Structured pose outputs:
────────────────────
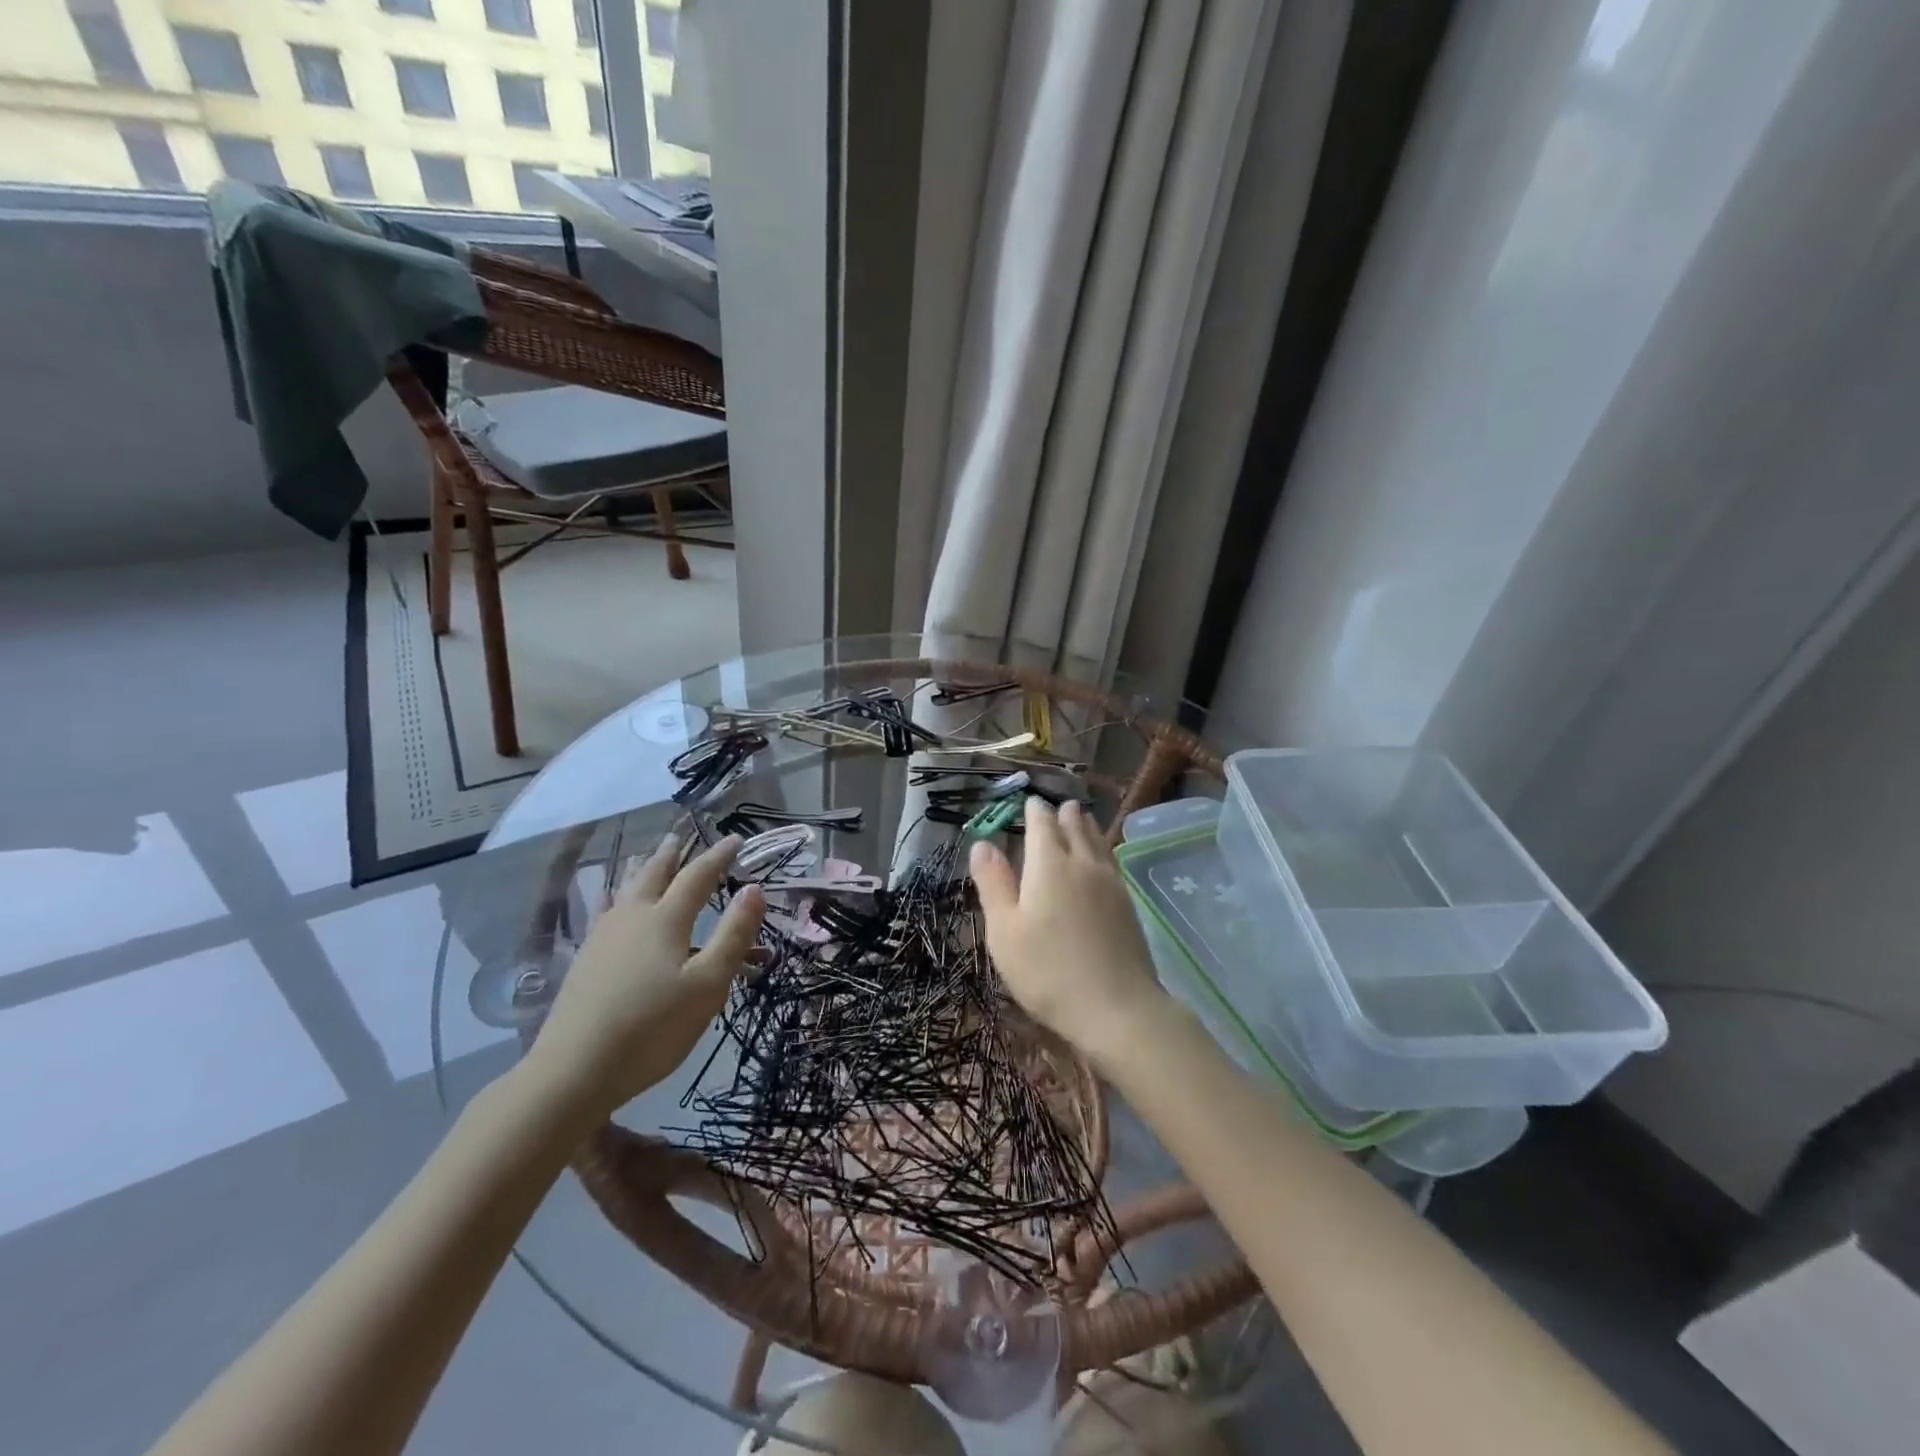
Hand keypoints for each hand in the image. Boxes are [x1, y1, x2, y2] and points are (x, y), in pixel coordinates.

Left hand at [521, 834, 764, 1123]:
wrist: (573, 1071)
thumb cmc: (652, 1028)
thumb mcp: (708, 985)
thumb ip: (733, 935)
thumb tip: (755, 888)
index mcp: (666, 920)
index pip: (698, 876)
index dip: (718, 856)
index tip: (735, 839)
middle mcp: (632, 917)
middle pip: (654, 874)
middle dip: (672, 853)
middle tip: (682, 835)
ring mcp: (603, 937)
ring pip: (626, 889)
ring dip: (643, 869)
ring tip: (647, 857)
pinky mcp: (586, 960)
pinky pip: (608, 910)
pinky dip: (620, 896)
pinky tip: (614, 906)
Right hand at [969, 798, 1170, 1072]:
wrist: (1117, 1008)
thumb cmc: (1048, 971)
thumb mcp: (1004, 931)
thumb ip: (993, 883)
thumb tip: (982, 844)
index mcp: (1049, 864)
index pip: (1042, 822)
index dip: (1034, 810)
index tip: (1029, 803)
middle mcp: (1083, 862)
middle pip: (1075, 825)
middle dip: (1062, 813)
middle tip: (1055, 807)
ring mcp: (1110, 881)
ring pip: (1097, 839)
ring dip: (1085, 825)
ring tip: (1078, 818)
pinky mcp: (1127, 902)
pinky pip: (1110, 859)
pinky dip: (1100, 847)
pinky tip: (1100, 857)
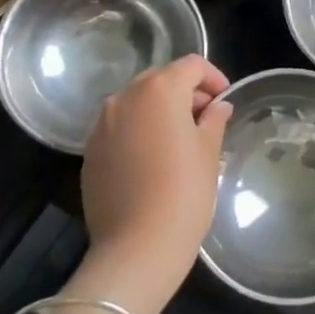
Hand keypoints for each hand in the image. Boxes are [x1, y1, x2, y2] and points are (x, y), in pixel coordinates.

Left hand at [78, 54, 232, 310]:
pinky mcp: (90, 151)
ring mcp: (102, 124)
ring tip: (179, 139)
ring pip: (136, 102)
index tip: (224, 99)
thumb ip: (214, 120)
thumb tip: (217, 107)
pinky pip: (119, 126)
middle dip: (185, 92)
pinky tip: (153, 158)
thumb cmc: (184, 193)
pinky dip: (138, 130)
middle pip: (160, 79)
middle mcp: (125, 97)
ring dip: (159, 110)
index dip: (213, 77)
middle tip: (206, 118)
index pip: (191, 65)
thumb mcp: (209, 153)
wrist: (136, 248)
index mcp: (159, 90)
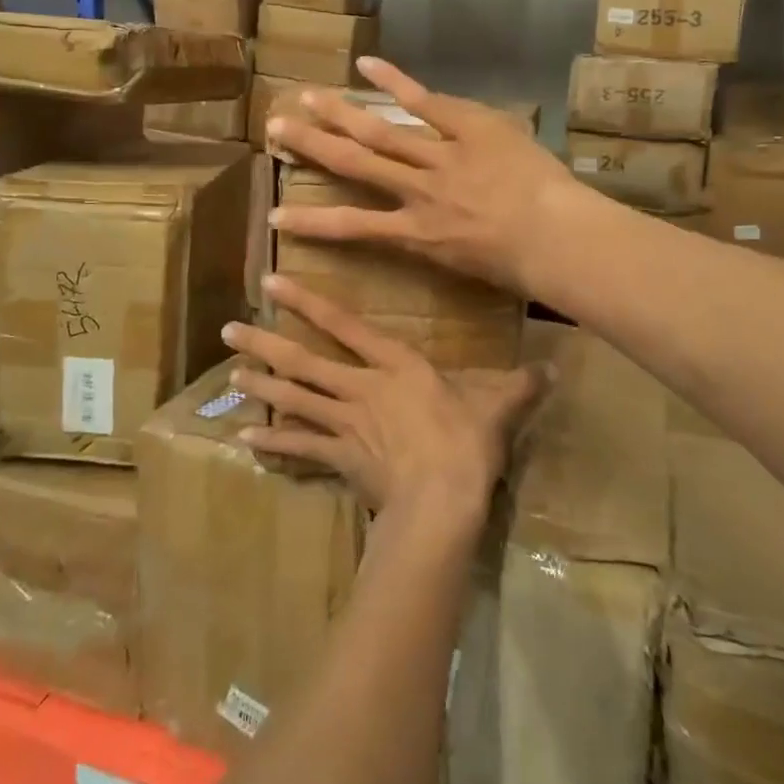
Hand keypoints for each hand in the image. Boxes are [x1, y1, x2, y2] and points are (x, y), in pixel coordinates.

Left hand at [221, 276, 545, 522]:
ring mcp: (344, 423)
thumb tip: (555, 368)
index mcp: (394, 364)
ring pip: (294, 398)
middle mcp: (360, 386)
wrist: (442, 500)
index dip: (307, 302)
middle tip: (228, 328)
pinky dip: (273, 442)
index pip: (344, 325)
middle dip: (265, 342)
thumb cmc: (466, 443)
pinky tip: (245, 438)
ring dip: (262, 385)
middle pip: (304, 360)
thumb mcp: (496, 408)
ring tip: (231, 372)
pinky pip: (300, 447)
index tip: (272, 284)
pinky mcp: (339, 458)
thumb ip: (520, 385)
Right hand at [265, 58, 589, 296]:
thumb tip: (422, 234)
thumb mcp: (469, 267)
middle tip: (275, 127)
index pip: (352, 227)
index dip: (310, 222)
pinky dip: (397, 83)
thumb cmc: (520, 267)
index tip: (275, 215)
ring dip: (340, 113)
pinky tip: (366, 65)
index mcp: (416, 234)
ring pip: (380, 132)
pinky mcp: (467, 128)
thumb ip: (439, 247)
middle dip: (311, 146)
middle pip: (354, 164)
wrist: (558, 239)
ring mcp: (440, 157)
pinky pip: (427, 103)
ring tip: (305, 97)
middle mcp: (417, 192)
────────────────────
EXERCISE: Each line above with the word "hand" must be returned.

FINAL ANSWER:
Hand keypoints for each hand in the image. Boxes are [x1, y1, x2, y2] and points are (x, y), in pixel coordinates.
Left hand at [521, 834, 764, 1123]:
Right hand at [969, 798, 1170, 1072]:
Hand keypoints for each hand in the image. Boxes are [x1, y1, x2, y2] and points are (x, y), in pixel coordinates.
Left hand at [78, 54, 232, 310]:
Hand keypoints for each hand in the image. Boxes are [x1, y1, x2, y2] and points are (x, y), in pixel coordinates.
Left hand at [221, 276, 545, 522]:
Right hand at [265, 58, 589, 296]:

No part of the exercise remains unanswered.